START Task data
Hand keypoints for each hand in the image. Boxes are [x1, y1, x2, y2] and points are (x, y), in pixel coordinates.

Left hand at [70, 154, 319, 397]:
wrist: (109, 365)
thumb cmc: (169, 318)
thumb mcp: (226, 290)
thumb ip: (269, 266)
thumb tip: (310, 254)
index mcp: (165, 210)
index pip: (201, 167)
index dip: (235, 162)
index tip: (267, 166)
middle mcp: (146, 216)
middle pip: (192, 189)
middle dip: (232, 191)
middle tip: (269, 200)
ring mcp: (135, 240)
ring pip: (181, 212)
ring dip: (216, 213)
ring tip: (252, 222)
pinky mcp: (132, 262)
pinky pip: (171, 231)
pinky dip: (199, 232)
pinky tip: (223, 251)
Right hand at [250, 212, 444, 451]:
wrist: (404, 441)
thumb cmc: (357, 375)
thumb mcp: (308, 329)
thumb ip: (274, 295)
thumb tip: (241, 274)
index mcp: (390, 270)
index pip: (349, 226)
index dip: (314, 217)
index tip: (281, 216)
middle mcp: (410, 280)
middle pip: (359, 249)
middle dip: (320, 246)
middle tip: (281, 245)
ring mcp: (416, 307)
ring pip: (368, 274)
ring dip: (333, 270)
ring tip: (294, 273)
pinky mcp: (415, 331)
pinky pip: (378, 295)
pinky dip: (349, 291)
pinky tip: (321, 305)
END Task data
START Task data
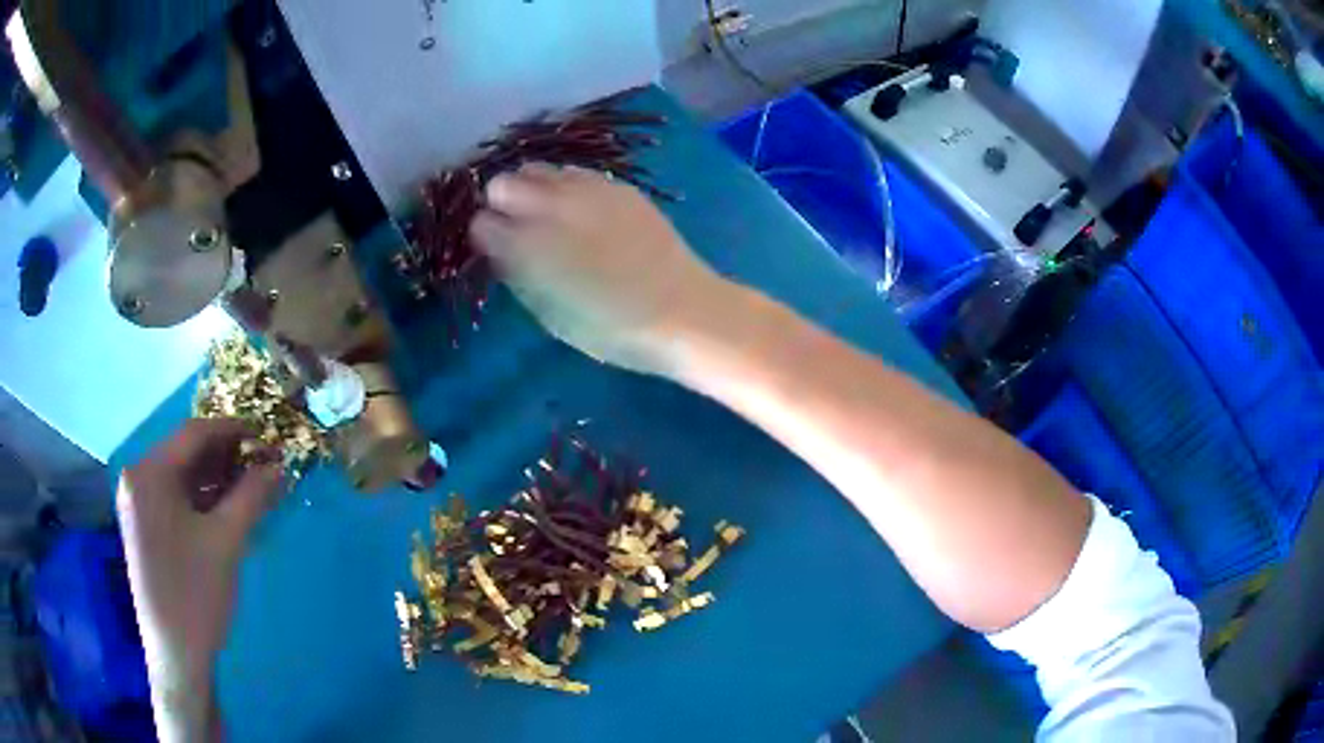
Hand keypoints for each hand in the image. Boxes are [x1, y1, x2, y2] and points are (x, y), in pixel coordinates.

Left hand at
END Task data
▸ Instructions for the task
Considering only the material above, set down every line from the one with "middle dip: (232, 191)" to the one with "pinky tip: (321, 305)", inclusive, exactly as written.

▸ Reply
middle dip: (232, 191)
middle tip: (269, 200)
ring mcp: (135, 240)
ring pip: (181, 212)
ring dip: (216, 213)
ring tip: (252, 222)
pinky mcp: (132, 262)
pinky pip: (171, 231)
pinky dip: (199, 232)
pinky tip: (223, 251)
Right hand at [250, 212, 444, 451]:
wrist: (404, 441)
thumb cmc: (357, 375)
thumb mcp: (308, 329)
thumb ip: (274, 295)
thumb tip: (241, 274)
index mcp: (390, 270)
index pip: (349, 226)
index dip: (314, 217)
index tip: (281, 216)
middle mcp: (410, 280)
middle pip: (359, 249)
middle dip: (320, 246)
middle tip: (281, 245)
ring mcp: (416, 307)
ring pip: (368, 274)
ring dip: (333, 270)
ring tip: (294, 273)
pinky mcp: (415, 331)
pinky pip: (378, 295)
pinky dip: (349, 291)
pinky tip: (321, 305)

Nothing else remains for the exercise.